> [Work order]: For the entries below, report every line that includes the word "joint".
********
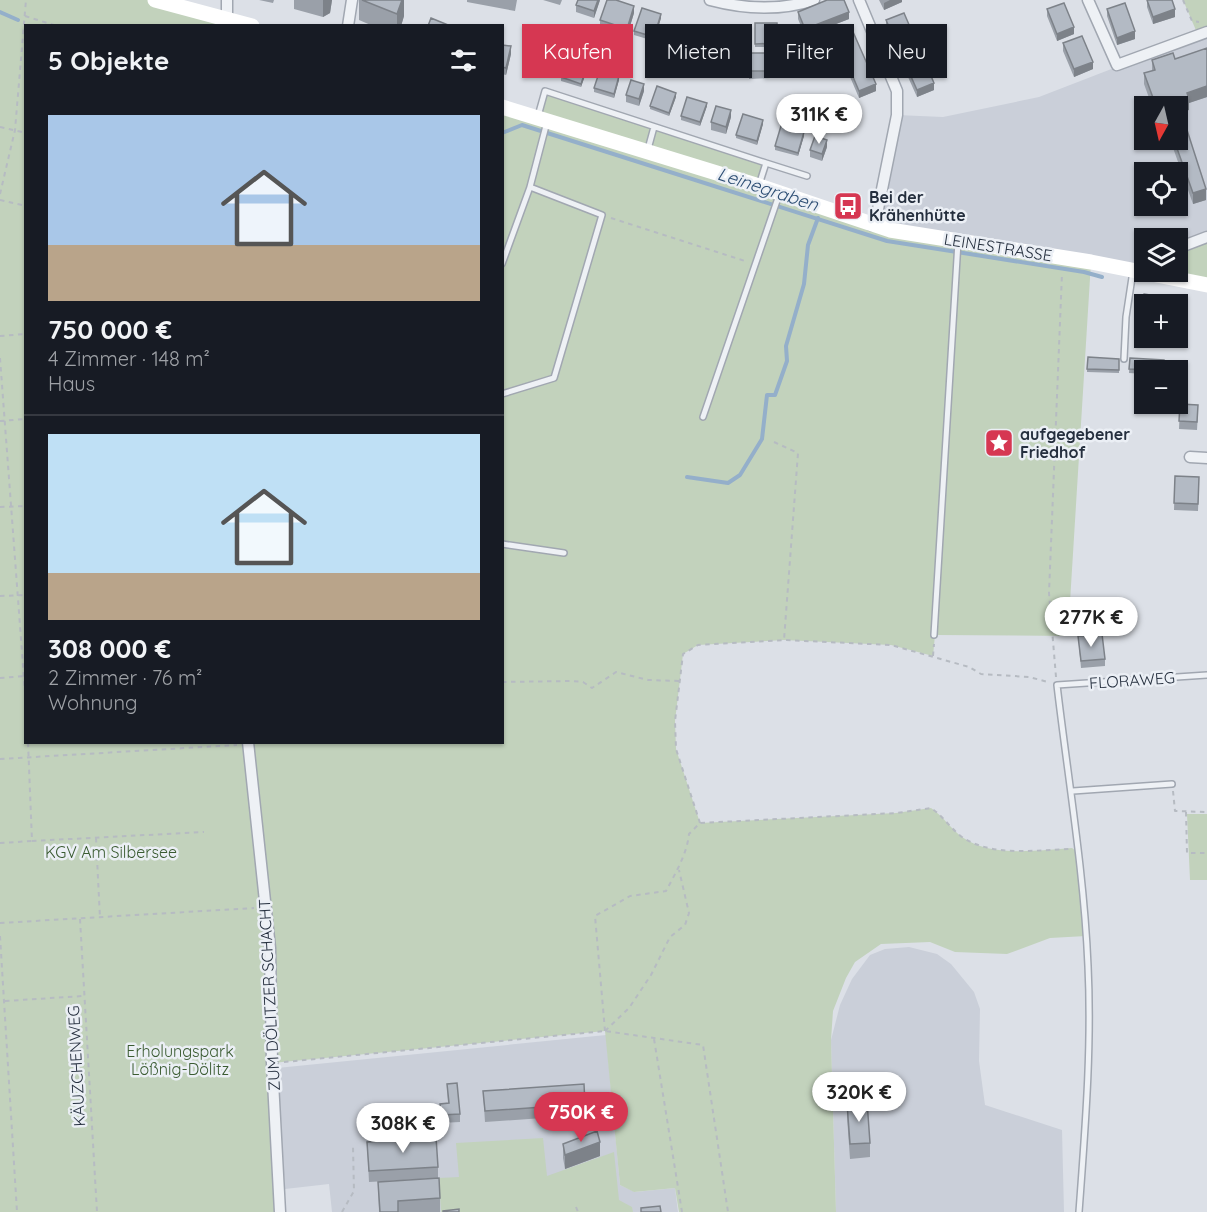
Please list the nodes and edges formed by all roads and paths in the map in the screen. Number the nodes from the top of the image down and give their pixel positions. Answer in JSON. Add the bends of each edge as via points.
{"nodes":[{"id":1,"x":26,"y":0,"type":"edge"},
{"id":2,"x":155,"y":0,"type":"edge"},
{"id":3,"x":227,"y":0,"type":"edge"},
{"id":4,"x":352,"y":0,"type":"edge"},
{"id":5,"x":710,"y":0,"type":"edge"},
{"id":6,"x":814,"y":0,"type":"edge"},
{"id":7,"x":859,"y":0,"type":"edge"},
{"id":8,"x":1088,"y":0,"type":"edge"},
{"id":9,"x":1183,"y":0,"type":"edge"},
{"id":10,"x":735,"y":3,"type":"edge"},
{"id":11,"x":25,"y":16,"type":"junction"},
{"id":12,"x":227,"y":19,"type":"junction"},
{"id":13,"x":1192,"y":21,"type":"dead end"},
{"id":14,"x":24,"y":24,"type":"edge"},
{"id":15,"x":51,"y":24,"type":"edge"},
{"id":16,"x":245,"y":24,"type":"edge"},
{"id":17,"x":348,"y":24,"type":"edge"},
{"id":18,"x":24,"y":27,"type":"edge"},
{"id":19,"x":1207,"y":32,"type":"edge"},
{"id":20,"x":504,"y":107,"type":"edge"},
{"id":21,"x":543,"y":125,"type":"junction"},
{"id":22,"x":0,"y":127,"type":"edge"},
{"id":23,"x":654,"y":127,"type":"junction"},
{"id":24,"x":15,"y":130,"type":"junction"},
{"id":25,"x":24,"y":132,"type":"edge"},
{"id":26,"x":647,"y":151,"type":"junction"},
{"id":27,"x":766,"y":164,"type":"junction"},
{"id":28,"x":807,"y":176,"type":"dead end"},
{"id":29,"x":759,"y":186,"type":"junction"},
{"id":30,"x":530,"y":187,"type":"junction"},
{"id":31,"x":0,"y":194,"type":"edge"},
{"id":32,"x":0,"y":200,"type":"edge"},
{"id":33,"x":777,"y":200,"type":"junction"},
{"id":34,"x":24,"y":206,"type":"edge"},
{"id":35,"x":602,"y":215,"type":"junction"},
{"id":36,"x":871,"y":225,"type":"junction"},
{"id":37,"x":1207,"y":237,"type":"edge"},
{"id":38,"x":958,"y":244,"type":"junction"},
{"id":39,"x":1188,"y":244,"type":"edge"},
{"id":40,"x":504,"y":258,"type":"edge"},
{"id":41,"x":754,"y":264,"type":"junction"},
{"id":42,"x":1133,"y":270,"type":"joint"},
{"id":43,"x":1062,"y":274,"type":"dead end"},
{"id":44,"x":1188,"y":280,"type":"edge"},
{"id":45,"x":1207,"y":285,"type":"edge"},
{"id":46,"x":24,"y":334,"type":"edge"},
{"id":47,"x":0,"y":336,"type":"edge"},
{"id":48,"x":0,"y":358,"type":"edge"},
{"id":49,"x":1124,"y":359,"type":"dead end"},
{"id":50,"x":504,"y":393,"type":"edge"},
{"id":51,"x":703,"y":417,"type":"dead end"},
{"id":52,"x":24,"y":419,"type":"edge"},
{"id":53,"x":0,"y":421,"type":"edge"},
{"id":54,"x":5,"y":421,"type":"junction"},
{"id":55,"x":774,"y":442,"type":"dead end"},
{"id":56,"x":1190,"y":457,"type":"dead end"},
{"id":57,"x":1207,"y":458,"type":"edge"},
{"id":58,"x":24,"y":506,"type":"edge"},
{"id":59,"x":0,"y":507,"type":"edge"},
{"id":60,"x":10,"y":507,"type":"junction"},
{"id":61,"x":504,"y":544,"type":"edge"},
{"id":62,"x":564,"y":553,"type":"dead end"},
{"id":63,"x":17,"y":595,"type":"junction"},
{"id":64,"x":24,"y":595,"type":"edge"},
{"id":65,"x":0,"y":596,"type":"edge"},
{"id":66,"x":934,"y":634,"type":"joint"},
{"id":67,"x":784,"y":640,"type":"junction"},
{"id":68,"x":933,"y":656,"type":"junction"},
{"id":69,"x":1207,"y":675,"type":"edge"},
{"id":70,"x":24,"y":676,"type":"edge"},
{"id":71,"x":0,"y":678,"type":"edge"},
{"id":72,"x":681,"y":681,"type":"junction"},
{"id":73,"x":504,"y":682,"type":"edge"},
{"id":74,"x":1057,"y":685,"type":"junction"},
{"id":75,"x":28,"y":744,"type":"edge"},
{"id":76,"x":232,"y":744,"type":"edge"},
{"id":77,"x":248,"y":744,"type":"edge"},
{"id":78,"x":30,"y":757,"type":"junction"},
{"id":79,"x":0,"y":759,"type":"edge"},
{"id":80,"x":1172,"y":784,"type":"joint"},
{"id":81,"x":1073,"y":791,"type":"junction"},
{"id":82,"x":1186,"y":812,"type":"junction"},
{"id":83,"x":1207,"y":812,"type":"edge"},
{"id":84,"x":700,"y":823,"type":"junction"},
{"id":85,"x":204,"y":832,"type":"dead end"},
{"id":86,"x":96,"y":838,"type":"junction"},
{"id":87,"x":32,"y":841,"type":"junction"},
{"id":88,"x":0,"y":843,"type":"edge"},
{"id":89,"x":1207,"y":853,"type":"edge"},
{"id":90,"x":1080,"y":854,"type":"junction"},
{"id":91,"x":678,"y":868,"type":"junction"},
{"id":92,"x":266,"y":907,"type":"junction"},
{"id":93,"x":100,"y":918,"type":"junction"},
{"id":94,"x":80,"y":919,"type":"junction"},
{"id":95,"x":0,"y":923,"type":"edge"},
{"id":96,"x":0,"y":936,"type":"edge"},
{"id":97,"x":84,"y":996,"type":"junction"},
{"id":98,"x":5,"y":1001,"type":"junction"},
{"id":99,"x":605,"y":1031,"type":"junction"},
{"id":100,"x":654,"y":1038,"type":"junction"},
{"id":101,"x":272,"y":1063,"type":"junction"},
{"id":102,"x":353,"y":1147,"type":"dead end"},
{"id":103,"x":576,"y":1207,"type":"dead end"},
{"id":104,"x":17,"y":1212,"type":"edge"},
{"id":105,"x":97,"y":1212,"type":"edge"},
{"id":106,"x":280,"y":1212,"type":"edge"},
{"id":107,"x":342,"y":1212,"type":"edge"},
{"id":108,"x":578,"y":1212,"type":"edge"},
{"id":109,"x":682,"y":1212,"type":"edge"},
{"id":110,"x":728,"y":1212,"type":"edge"},
{"id":111,"x":1079,"y":1212,"type":"edge"}],
"edges":[{"from":1,"to":11,"type":"path"},
{"from":2,"to":12,"type":"main road"},
{"from":3,"to":12,"type":"street"},
{"from":4,"to":17,"type":"street"},
{"from":5,"to":10,"type":"street"},
{"from":6,"to":10,"type":"street","via":[[780,7]]},
{"from":7,"to":36,"type":"street","via":[[893,78],[898,104],[877,214]]},
{"from":8,"to":19,"type":"street","via":[[1117,65]]},
{"from":9,"to":13,"type":"path"},
{"from":11,"to":14,"type":"path"},
{"from":11,"to":15,"type":"path"},
{"from":12,"to":16,"type":"main road"},
{"from":18,"to":24,"type":"path"},
{"from":20,"to":21,"type":"main road","name":"LEINESTRASSE"},
{"from":21,"to":23,"type":"lane","via":[[545,91]]},
{"from":21,"to":26,"type":"main road","name":"LEINESTRASSE"},
{"from":21,"to":30,"type":"lane"},
{"from":22,"to":24,"type":"path"},
{"from":23,"to":26,"type":"lane"},
{"from":23,"to":27,"type":"lane"},
{"from":24,"to":25,"type":"path"},
{"from":24,"to":31,"type":"path"},
{"from":26,"to":29,"type":"main road","name":"LEINESTRASSE"},
{"from":27,"to":28,"type":"lane"},
{"from":27,"to":29,"type":"lane"},
{"from":29,"to":33,"type":"main road","name":"LEINESTRASSE"},
{"from":30,"to":35,"type":"lane"},
{"from":30,"to":40,"type":"lane"},
{"from":32,"to":34,"type":"path"},
{"from":33,"to":36,"type":"main road","name":"LEINESTRASSE"},
{"from":33,"to":41,"type":"lane"},
{"from":35,"to":41,"type":"path"},
{"from":35,"to":50,"type":"lane","via":[[554,378]]},
{"from":36,"to":38,"type":"main road","name":"LEINESTRASSE"},
{"from":37,"to":39,"type":"street"},
{"from":38,"to":42,"type":"main road","name":"LEINESTRASSE"},
{"from":38,"to":66,"type":"lane"},
{"from":41,"to":51,"type":"lane"},
{"from":42,"to":49,"type":"lane"},
{"from":43,"to":74,"type":"path","via":[[1049,593]]},
{"from":44,"to":45,"type":"main road","name":"LEINESTRASSE"},
{"from":46,"to":47,"type":"path"},
{"from":48,"to":54,"type":"path"},
{"from":52,"to":54,"type":"path"},
{"from":53,"to":54,"type":"path"},
{"from":54,"to":60,"type":"path"},
{"from":55,"to":67,"type":"path","via":[[798,453]]},
{"from":56,"to":57,"type":"street"},
{"from":58,"to":60,"type":"path"},
{"from":59,"to":60,"type":"path"},
{"from":60,"to":63,"type":"path"},
{"from":61,"to":62,"type":"lane"},
{"from":63,"to":64,"type":"path"},
{"from":63,"to":65,"type":"path"},
{"from":63,"to":70,"type":"path"},
{"from":66,"to":68,"type":"path"},
{"from":67,"to":68,"type":"path","via":[[891,645]]},
{"from":67,"to":72,"type":"path","via":[[698,645],[683,654]]},
{"from":68,"to":74,"type":"path","via":[[981,674],[1029,677]]},
{"from":69,"to":74,"type":"lane","name":"FLORAWEG"},
{"from":70,"to":71,"type":"path"},
{"from":72,"to":73,"type":"path","via":[[664,682],[616,672],[592,688],[572,681]]},
{"from":72,"to":84,"type":"path","via":[[675,721],[676,749]]},
{"from":74,"to":81,"type":"lane"},
{"from":75,"to":78,"type":"path"},
{"from":76,"to":78,"type":"path"},
{"from":77,"to":92,"type":"street","name":"ZUM DÖLITZER SCHACHT"},
{"from":78,"to":79,"type":"path"},
{"from":78,"to":87,"type":"path"},
{"from":80,"to":81,"type":"lane"},
{"from":80,"to":82,"type":"path","via":[[1175,811]]},
{"from":81,"to":90,"type":"lane"},
{"from":82,"to":83,"type":"path"},
{"from":82,"to":89,"type":"path","via":[[1187,853]]},
{"from":84,"to":90,"type":"path","via":[[931,808],[963,838],[976,843],[1001,849],[1072,848]]},
{"from":84,"to":91,"type":"path","via":[[689,834]]},
{"from":85,"to":86,"type":"path"},
{"from":86,"to":87,"type":"path"},
{"from":86,"to":93,"type":"path"},
{"from":87,"to":88,"type":"path"},
{"from":90,"to":111,"type":"lane","via":[[1090,1013]]},
{"from":91,"to":99,"type":"path","via":[[689,914],[685,925],[670,937],[629,1008]]},
{"from":91,"to":99,"type":"path","via":[[666,891],[630,896],[596,916]]},
{"from":92,"to":93,"type":"path"},
{"from":92,"to":101,"type":"street","name":"ZUM DÖLITZER SCHACHT"},
{"from":93,"to":94,"type":"path"},
{"from":94,"to":95,"type":"path"},
{"from":94,"to":97,"type":"path","name":"KÄUZCHENWEG"},
{"from":96,"to":98,"type":"path"},
{"from":97,"to":98,"type":"path"},
{"from":97,"to":105,"type":"path","name":"KÄUZCHENWEG"},
{"from":98,"to":104,"type":"path"},
{"from":99,"to":100,"type":"path"},
{"from":99,"to":101,"type":"path"},
{"from":100,"to":109,"type":"path"},
{"from":100,"to":110,"type":"path","via":[[703,1045]]},
{"from":101,"to":106,"type":"street","name":"ZUM DÖLITZER SCHACHT"},
{"from":102,"to":107,"type":"path","via":[[354,1191]]},
{"from":103,"to":108,"type":"path"}]}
********
> [Problem solution]:
{"id":42,"x":1133,"y":270,"type":"joint"},
{"id":66,"x":934,"y":634,"type":"joint"},
{"id":80,"x":1172,"y":784,"type":"joint"},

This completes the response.